» Task
Apart from the pictures, every line below is to be set down exactly.

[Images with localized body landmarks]
- Opening Delimiter -

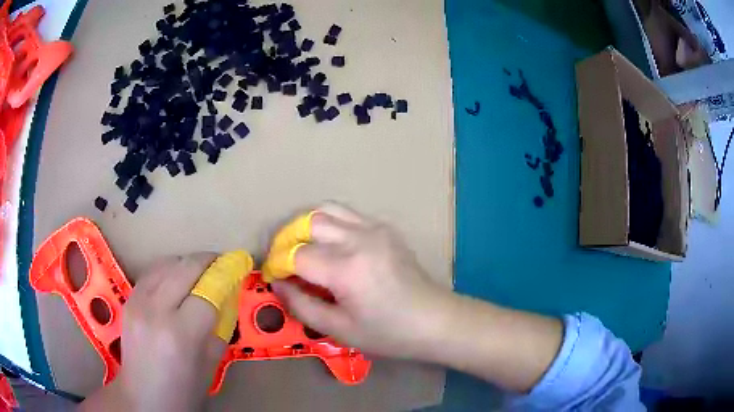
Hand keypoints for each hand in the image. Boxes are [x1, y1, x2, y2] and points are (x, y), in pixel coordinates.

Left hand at [81, 253, 225, 411]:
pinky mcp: (128, 300)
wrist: (144, 397)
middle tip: (220, 263)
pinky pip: (151, 273)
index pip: (207, 293)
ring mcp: (138, 302)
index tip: (237, 268)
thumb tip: (227, 296)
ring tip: (199, 269)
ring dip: (186, 262)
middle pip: (185, 268)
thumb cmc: (183, 390)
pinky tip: (175, 278)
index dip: (224, 277)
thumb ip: (219, 326)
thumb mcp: (211, 364)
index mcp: (180, 334)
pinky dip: (167, 269)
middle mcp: (156, 310)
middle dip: (207, 260)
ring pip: (166, 264)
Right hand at [271, 204, 451, 358]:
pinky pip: (347, 214)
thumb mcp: (339, 330)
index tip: (271, 276)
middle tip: (280, 260)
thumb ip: (301, 305)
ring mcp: (375, 228)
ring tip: (299, 247)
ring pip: (326, 210)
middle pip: (307, 223)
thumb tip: (278, 284)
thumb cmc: (387, 333)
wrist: (434, 320)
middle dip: (285, 239)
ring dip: (305, 225)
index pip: (296, 255)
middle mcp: (359, 239)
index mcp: (346, 268)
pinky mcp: (385, 228)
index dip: (277, 264)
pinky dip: (328, 223)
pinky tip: (328, 245)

- Closing Delimiter -

» Result
Hand keypoints for each hand in the image. Boxes are [x1, y1, x2, y2] and points are (x, y), in pixel coordinates.

Left hand at [81, 253, 225, 411]:
pinky mcp: (128, 300)
wrist: (144, 397)
middle tip: (220, 263)
pinky pip: (151, 273)
index pip: (207, 293)
ring mcp: (138, 302)
index tip: (237, 268)
thumb tip: (227, 296)
ring tip: (199, 269)
ring dip: (186, 262)
middle pip: (185, 268)
thumb cmc: (183, 390)
pinky tip: (175, 278)
index dip: (224, 277)
thumb ip: (219, 326)
thumb mcp: (211, 364)
index mcp: (180, 334)
pinky dip: (167, 269)
middle mcp: (156, 310)
middle dip: (207, 260)
ring pip: (166, 264)
Right hand at [271, 204, 451, 358]:
pinky pip: (347, 214)
thumb mcp: (339, 330)
index tip: (271, 276)
middle tip: (280, 260)
thumb ip: (301, 305)
ring mcp: (375, 228)
ring tip: (299, 247)
ring pip: (326, 210)
middle pip: (307, 223)
thumb tip: (278, 284)
thumb cmc: (387, 333)
wrist: (434, 320)
middle dip: (285, 239)
ring dip: (305, 225)
index pip: (296, 255)
middle mcp: (359, 239)
index mcp: (346, 268)
pinky mcp: (385, 228)
index dip: (277, 264)
pinky dip: (328, 223)
pinky tip: (328, 245)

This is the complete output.